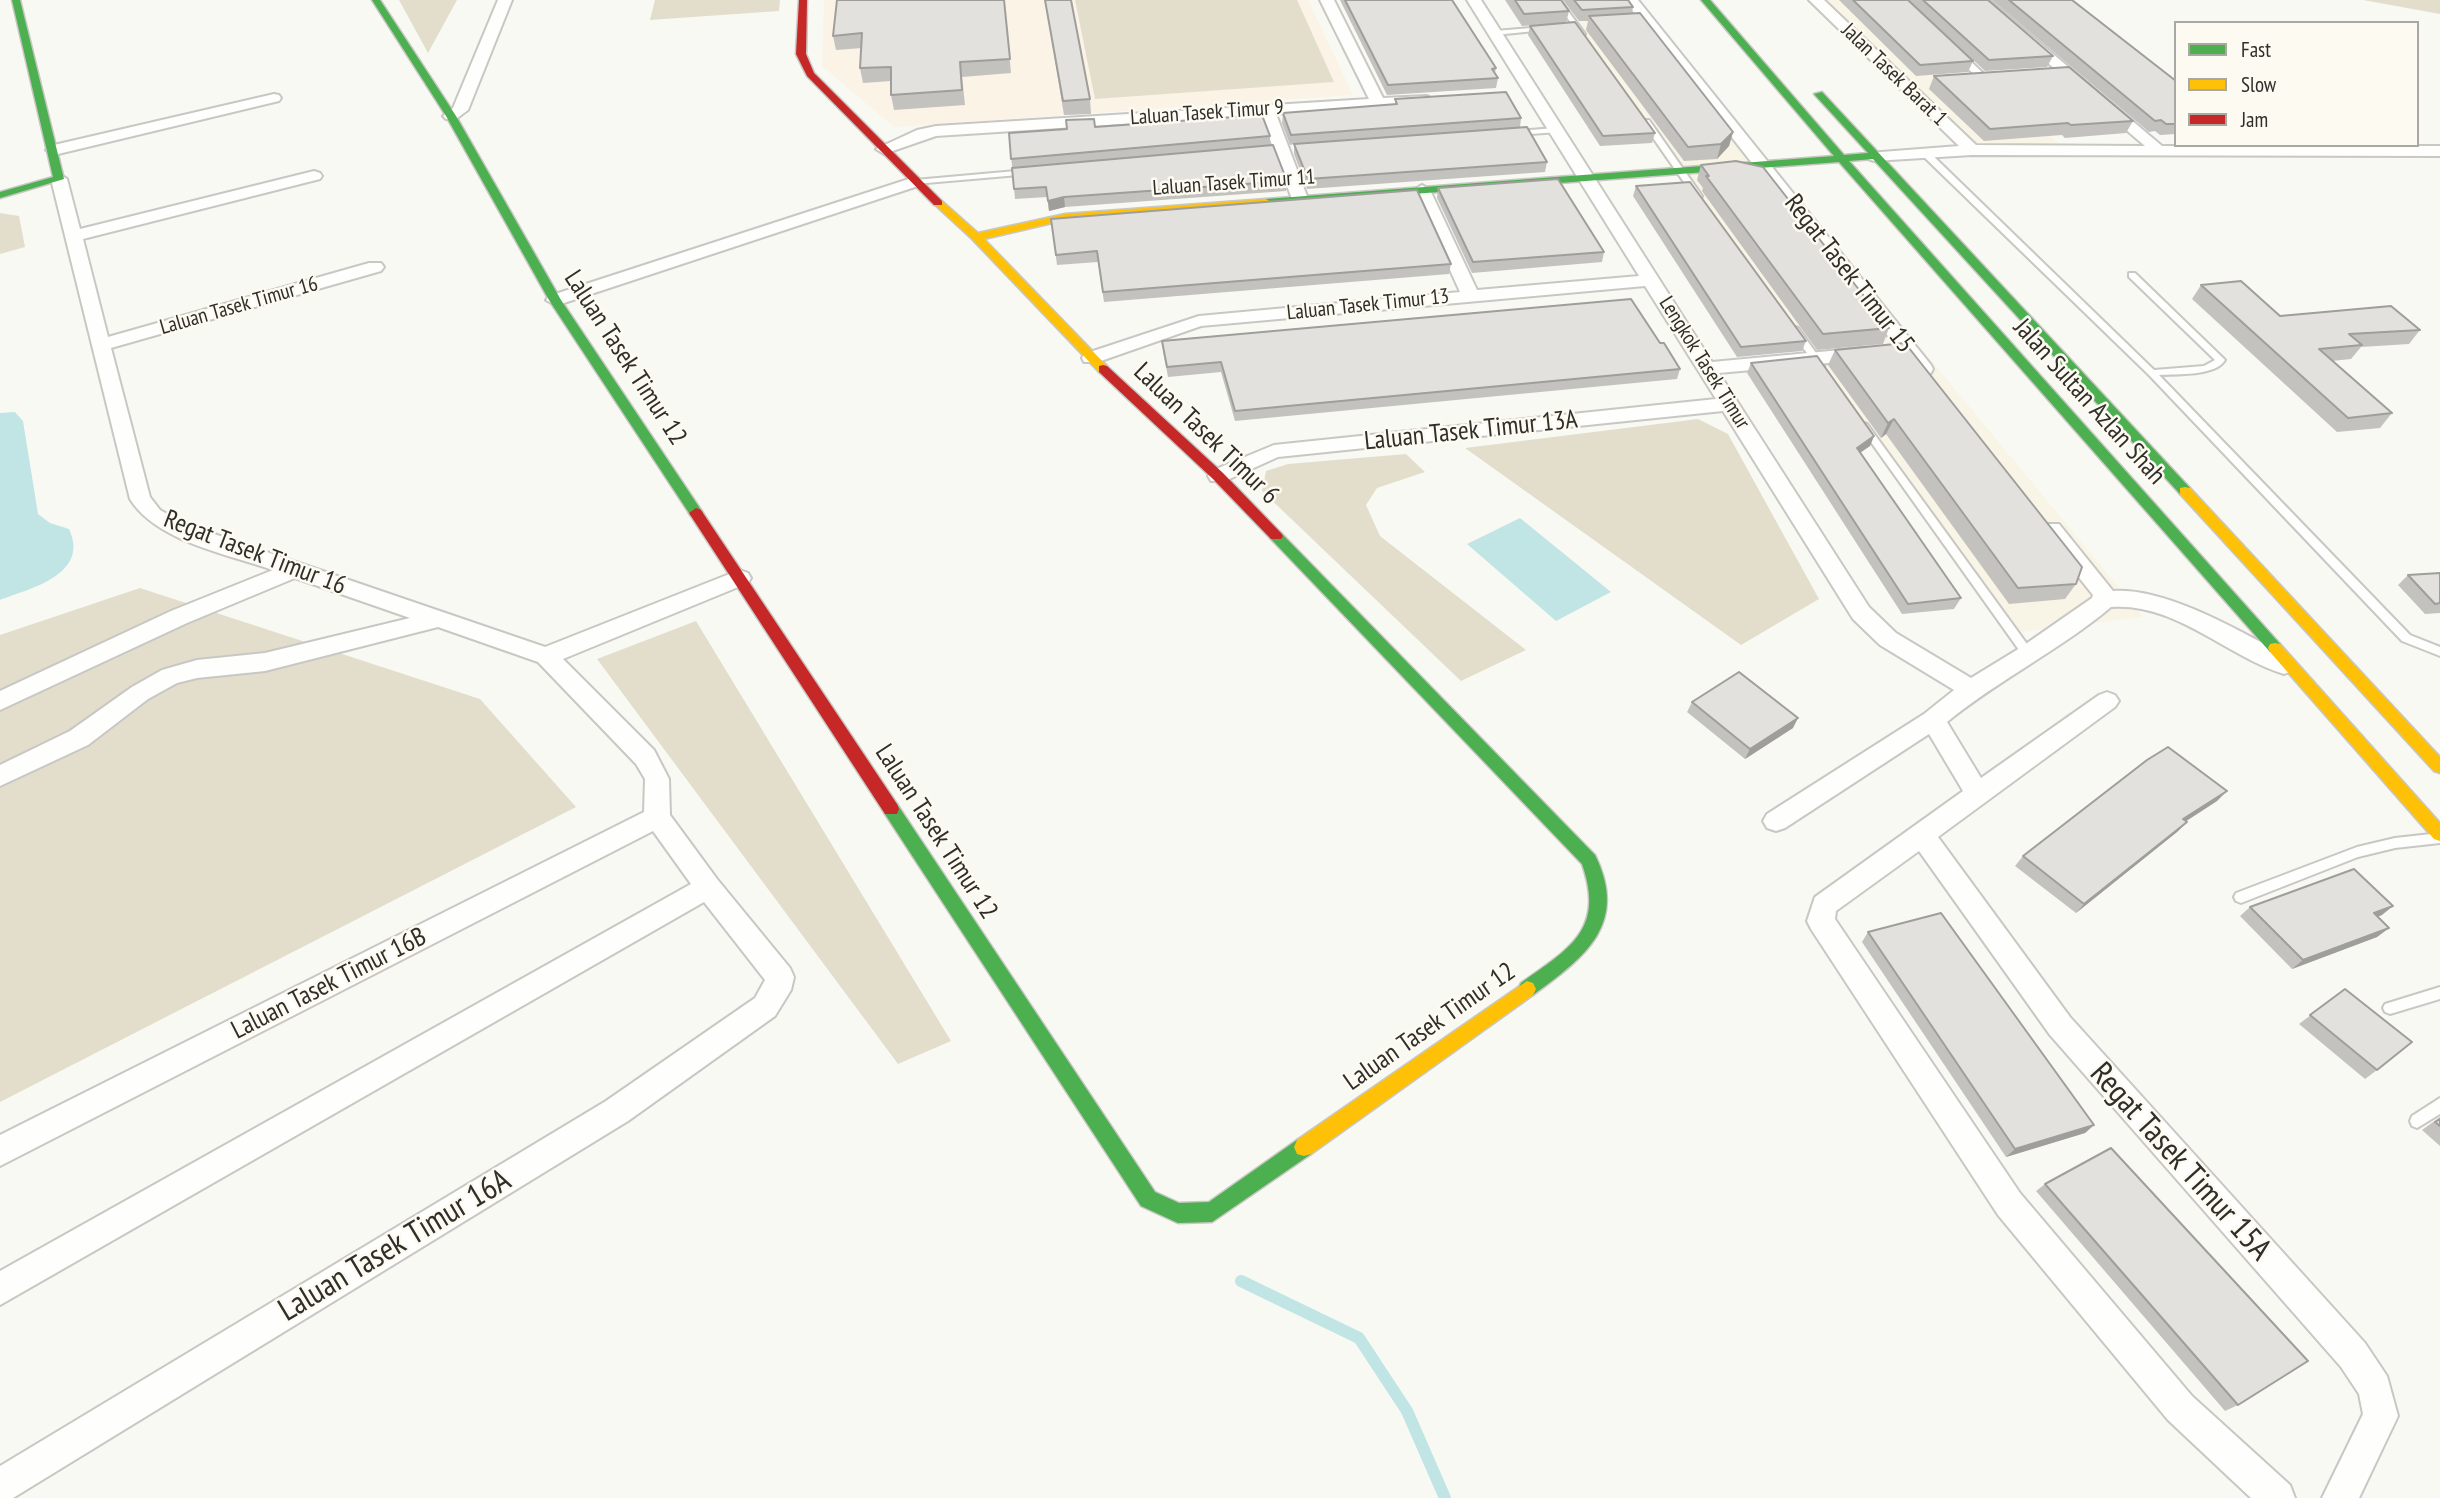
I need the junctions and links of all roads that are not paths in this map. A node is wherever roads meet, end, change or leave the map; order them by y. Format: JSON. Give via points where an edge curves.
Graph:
{"nodes":[{"id":1,"x":16,"y":0,"type":"edge"},
{"id":2,"x":376,"y":0,"type":"edge"},
{"id":3,"x":505,"y":0,"type":"edge"},
{"id":4,"x":803,"y":0,"type":"edge"},
{"id":5,"x":1327,"y":0,"type":"edge"},
{"id":6,"x":1474,"y":0,"type":"edge"},
{"id":7,"x":1558,"y":0,"type":"edge"},
{"id":8,"x":1631,"y":0,"type":"edge"},
{"id":9,"x":1705,"y":0,"type":"edge"},
{"id":10,"x":1816,"y":0,"type":"edge"},
{"id":11,"x":1981,"y":0,"type":"edge"},
{"id":12,"x":1588,"y":25,"type":"edge"},
{"id":13,"x":1576,"y":26,"type":"junction"},
{"id":14,"x":1563,"y":27,"type":"edge"},
{"id":15,"x":1549,"y":28,"type":"edge"},
{"id":16,"x":1495,"y":33,"type":"junction"},
{"id":17,"x":1590,"y":45,"type":"edge"},
{"id":18,"x":1955,"y":52,"type":"edge"},
{"id":19,"x":2066,"y":72,"type":"junction"},
{"id":20,"x":2039,"y":74,"type":"edge"},
{"id":21,"x":1990,"y":77,"type":"joint"},
{"id":22,"x":1956,"y":80,"type":"edge"},
{"id":23,"x":1929,"y":82,"type":"edge"},
{"id":24,"x":1810,"y":83,"type":"dead end"},
{"id":25,"x":1902,"y":83,"type":"junction"},
{"id":26,"x":274,"y":98,"type":"dead end"},
{"id":27,"x":1443,"y":99,"type":"edge"},
{"id":28,"x":1378,"y":103,"type":"junction"},
{"id":29,"x":1267,"y":109,"type":"junction"},
{"id":30,"x":451,"y":116,"type":"junction"},
{"id":31,"x":1642,"y":117,"type":"edge"},
{"id":32,"x":1556,"y":130,"type":"junction"},
{"id":33,"x":1501,"y":134,"type":"edge"},
{"id":34,"x":884,"y":149,"type":"junction"},
{"id":35,"x":54,"y":150,"type":"junction"},
{"id":36,"x":1972,"y":150,"type":"junction"},
{"id":37,"x":2156,"y":150,"type":"junction"},
{"id":38,"x":2440,"y":151,"type":"edge"},
{"id":39,"x":1924,"y":153,"type":"junction"},
{"id":40,"x":1874,"y":156,"type":"junction"},
{"id":41,"x":1840,"y":159,"type":"junction"},
{"id":42,"x":1763,"y":164,"type":"junction"},
{"id":43,"x":1037,"y":171,"type":"edge"},
{"id":44,"x":1680,"y":171,"type":"junction"},
{"id":45,"x":314,"y":176,"type":"dead end"},
{"id":46,"x":1586,"y":178,"type":"junction"},
{"id":47,"x":59,"y":179,"type":"junction"},
{"id":48,"x":915,"y":182,"type":"junction"},
{"id":49,"x":1422,"y":190,"type":"junction"},
{"id":50,"x":0,"y":195,"type":"edge"},
{"id":51,"x":1300,"y":199,"type":"junction"},
{"id":52,"x":1704,"y":204,"type":"edge"},
{"id":53,"x":73,"y":236,"type":"junction"},
{"id":54,"x":976,"y":237,"type":"junction"},
{"id":55,"x":375,"y":267,"type":"dead end"},
{"id":56,"x":2132,"y":275,"type":"dead end"},
{"id":57,"x":1651,"y":280,"type":"junction"},
{"id":58,"x":1470,"y":295,"type":"junction"},
{"id":59,"x":555,"y":300,"type":"junction"},
{"id":60,"x":1792,"y":325,"type":"edge"},
{"id":61,"x":102,"y":345,"type":"junction"},
{"id":62,"x":1908,"y":349,"type":"junction"},
{"id":63,"x":1091,"y":358,"type":"junction"},
{"id":64,"x":1816,"y":358,"type":"junction"},
{"id":65,"x":1707,"y":368,"type":"junction"},
{"id":66,"x":2152,"y":373,"type":"junction"},
{"id":67,"x":1831,"y":380,"type":"edge"},
{"id":68,"x":1934,"y":381,"type":"edge"},
{"id":69,"x":1729,"y":404,"type":"junction"},
{"id":70,"x":1855,"y":413,"type":"edge"},
{"id":71,"x":1218,"y":476,"type":"junction"},
{"id":72,"x":2036,"y":509,"type":"edge"},
{"id":73,"x":293,"y":570,"type":"junction"},
{"id":74,"x":740,"y":578,"type":"junction"},
{"id":75,"x":2105,"y":599,"type":"junction"},
{"id":76,"x":438,"y":619,"type":"junction"},
{"id":77,"x":2440,"y":652,"type":"edge"},
{"id":78,"x":2028,"y":654,"type":"junction"},
{"id":79,"x":546,"y":656,"type":"junction"},
{"id":80,"x":2300,"y":673,"type":"junction"},
{"id":81,"x":1971,"y":689,"type":"junction"},
{"id":82,"x":0,"y":701,"type":"edge"},
{"id":83,"x":2107,"y":701,"type":"dead end"},
{"id":84,"x":1933,"y":720,"type":"junction"},
{"id":85,"x":2440,"y":767,"type":"edge"},
{"id":86,"x":0,"y":776,"type":"edge"},
{"id":87,"x":1977,"y":793,"type":"junction"},
{"id":88,"x":657,"y":817,"type":"junction"},
{"id":89,"x":1776,"y":821,"type":"dead end"},
{"id":90,"x":1921,"y":833,"type":"junction"},
{"id":91,"x":2440,"y":836,"type":"edge"},
{"id":92,"x":708,"y":887,"type":"junction"},
{"id":93,"x":1604,"y":897,"type":"joint"},
{"id":94,"x":2241,"y":897,"type":"dead end"},
{"id":95,"x":2440,"y":993,"type":"edge"},
{"id":96,"x":2390,"y":1008,"type":"dead end"},
{"id":97,"x":2440,"y":1105,"type":"edge"},
{"id":98,"x":2417,"y":1121,"type":"dead end"},
{"id":99,"x":0,"y":1151,"type":"edge"},
{"id":100,"x":0,"y":1289,"type":"edge"},
{"id":101,"x":0,"y":1486,"type":"edge"},
{"id":102,"x":2277,"y":1498,"type":"edge"},
{"id":103,"x":2340,"y":1498,"type":"edge"}],
"edges":[{"from":1,"to":35,"type":"street","name":"Regat Tasek Timur 16"},
{"from":2,"to":30,"type":"street","name":"Laluan Tasek Timur 12"},
{"from":3,"to":30,"type":"street","via":[[460,110]]},
{"from":4,"to":34,"type":"street","name":"Laluan Tasek Timur 6","via":[[800,54],[810,74]]},
{"from":5,"to":28,"type":"street"},
{"from":6,"to":16,"type":"street","name":"Lengkok Tasek Timur"},
{"from":7,"to":13,"type":"lane"},
{"from":8,"to":42,"type":"street","name":"Regat Tasek Timur 15","via":[[1642,21]]},
{"from":9,"to":41,"type":"street","name":"Jalan Sultan Azlan Shah"},
{"from":10,"to":25,"type":"street","name":"Jalan Tasek Barat 1"},
{"from":11,"to":19,"type":"street"},
{"from":12,"to":13,"type":"lane"},
{"from":13,"to":14,"type":"lane"},
{"from":13,"to":17,"type":"lane"},
{"from":15,"to":16,"type":"lane"},
{"from":16,"to":32,"type":"street","name":"Lengkok Tasek Timur","via":[[1526,93]]},
{"from":18,"to":21,"type":"lane"},
{"from":19,"to":20,"type":"street"},
{"from":19,"to":37,"type":"street"},
{"from":21,"to":22,"type":"street"},
{"from":23,"to":25,"type":"street"},
{"from":24,"to":40,"type":"street","name":"Jalan Sultan Azlan Shah"},
{"from":25,"to":36,"type":"street","name":"Jalan Tasek Barat 1"},
{"from":26,"to":35,"type":"street"},
{"from":27,"to":28,"type":"street","name":"Laluan Tasek Timur 9"},
{"from":28,"to":29,"type":"street","name":"Laluan Tasek Timur 9"},
{"from":29,"to":34,"type":"street","name":"Laluan Tasek Timur 9","via":[[936,131]]},
{"from":29,"to":51,"type":"street"},
{"from":30,"to":59,"type":"street","name":"Laluan Tasek Timur 12"},
{"from":31,"to":44,"type":"lane"},
{"from":32,"to":33,"type":"lane"},
{"from":32,"to":46,"type":"street","name":"Lengkok Tasek Timur"},
{"from":34,"to":48,"type":"street","name":"Laluan Tasek Timur 6"},
{"from":35,"to":47,"type":"street","name":"Regat Tasek Timur 16"},
{"from":36,"to":37,"type":"street"},
{"from":36,"to":39,"type":"street"},
{"from":37,"to":38,"type":"street"},
{"from":39,"to":40,"type":"street"},
{"from":39,"to":66,"type":"lane"},
{"from":40,"to":41,"type":"street","name":"Laluan Tasek Timur 11"},
{"from":40,"to":85,"type":"street","name":"Jalan Sultan Azlan Shah"},
{"from":41,"to":42,"type":"street","name":"Laluan Tasek Timur 11"},
{"from":41,"to":80,"type":"street","name":"Jalan Sultan Azlan Shah"},
{"from":42,"to":44,"type":"street","name":"Laluan Tasek Timur 11"},
{"from":42,"to":62,"type":"street","name":"Regat Tasek Timur 15"},
{"from":43,"to":48,"type":"lane"},
{"from":44,"to":46,"type":"street","name":"Laluan Tasek Timur 11"},
{"from":44,"to":52,"type":"lane"},
{"from":45,"to":53,"type":"street"},
{"from":46,"to":49,"type":"street","name":"Laluan Tasek Timur 11"},
{"from":46,"to":57,"type":"street","name":"Lengkok Tasek Timur"},
{"from":47,"to":50,"type":"street"},
{"from":47,"to":53,"type":"street","name":"Regat Tasek Timur 16"},
{"from":48,"to":54,"type":"street","name":"Laluan Tasek Timur 6"},
{"from":48,"to":59,"type":"street"},
{"from":49,"to":51,"type":"street","name":"Laluan Tasek Timur 11"},
{"from":49,"to":58,"type":"street"},
{"from":51,"to":54,"type":"street","name":"Laluan Tasek Timur 11","via":[[1065,217]]},
{"from":53,"to":61,"type":"street","name":"Regat Tasek Timur 16"},
{"from":54,"to":63,"type":"street","name":"Laluan Tasek Timur 6"},
{"from":55,"to":61,"type":"street","name":"Laluan Tasek Timur 16"},
{"from":56,"to":66,"type":"lane","via":[[2220,360],[2205,369]]},
{"from":57,"to":58,"type":"street","name":"Laluan Tasek Timur 13"},
{"from":57,"to":65,"type":"street","name":"Lengkok Tasek Timur"},
{"from":58,"to":63,"type":"street","name":"Laluan Tasek Timur 13","via":[[1199,321]]},
{"from":59,"to":74,"type":"street","name":"Laluan Tasek Timur 12"},
{"from":60,"to":64,"type":"lane"},
{"from":61,"to":73,"type":"street","name":"Regat Tasek Timur 16","via":[[140,499],[153,515],[177,529]]},
{"from":62,"to":64,"type":"street"},
{"from":62,"to":68,"type":"street","name":"Regat Tasek Timur 15"},
{"from":63,"to":71,"type":"street","name":"Laluan Tasek Timur 6"},
{"from":64,"to":65,"type":"street"},
{"from":64,"to":67,"type":"lane"},
{"from":65,"to":69,"type":"street","name":"Lengkok Tasek Timur"},
{"from":66,"to":77,"type":"lane","via":[[2406,638]]},
{"from":69,"to":71,"type":"street","name":"Laluan Tasek Timur 13A","via":[[1275,451]]},
{"from":69,"to":81,"type":"street","name":"Lengkok Tasek Timur","via":[[1861,613],[1888,639]]},
{"from":70,"to":78,"type":"lane"},
{"from":71,"to":93,"type":"street","name":"Laluan Tasek Timur 6","via":[[1589,860]]},
{"from":72,"to":75,"type":"street"},
{"from":73,"to":76,"type":"street","name":"Regat Tasek Timur 16"},
{"from":73,"to":82,"type":"street","via":[[179,617]]},
{"from":74,"to":79,"type":"street"},
{"from":74,"to":93,"type":"street","name":"Laluan Tasek Timur 12","via":[[1148,1199],[1167,1212],[1212,1212],[1559,966],[1586,942]]},
{"from":75,"to":78,"type":"street"},
{"from":75,"to":80,"type":"street","via":[[2131,599],[2170,611]]},
{"from":76,"to":79,"type":"street","name":"Regat Tasek Timur 16"},
{"from":76,"to":86,"type":"street","via":[[265,662],[170,676],[79,738]]},
{"from":78,"to":81,"type":"street"},
{"from":79,"to":88,"type":"street","via":[[645,757],[657,779]]},
{"from":80,"to":91,"type":"street","name":"Jalan Sultan Azlan Shah"},
{"from":81,"to":84,"type":"street"},
{"from":83,"to":87,"type":"street"},
{"from":84,"to":87,"type":"street"},
{"from":84,"to":89,"type":"street"},
{"from":87,"to":90,"type":"street"},
{"from":88,"to":92,"type":"street"},
{"from":88,"to":99,"type":"street","name":"Laluan Tasek Timur 16B"},
{"from":90,"to":102,"type":"street","via":[[1824,905],[1821,921],[2009,1204],[2180,1408]]},
{"from":90,"to":103,"type":"street","name":"Regat Tasek Timur 15A","via":[[2060,1026],[2353,1355],[2375,1388],[2381,1416]]},
{"from":91,"to":94,"type":"lane","via":[[2357,852]]},
{"from":92,"to":100,"type":"street"},
{"from":92,"to":101,"type":"street","name":"Laluan Tasek Timur 16A","via":[[780,977],[765,1007],[617,1111]]},
{"from":95,"to":96,"type":"lane"},
{"from":97,"to":98,"type":"lane"}]}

########################################

- EXERCISE INSTRUCTIONS:
Every line above that holds the string "Azlan" should be copied into the answer.

- SOLUTION TO THE PROBLEM:
{"from":9,"to":41,"type":"street","name":"Jalan Sultan Azlan Shah"},
{"from":24,"to":40,"type":"street","name":"Jalan Sultan Azlan Shah"},
{"from":40,"to":85,"type":"street","name":"Jalan Sultan Azlan Shah"},
{"from":41,"to":80,"type":"street","name":"Jalan Sultan Azlan Shah"},
{"from":80,"to":91,"type":"street","name":"Jalan Sultan Azlan Shah"},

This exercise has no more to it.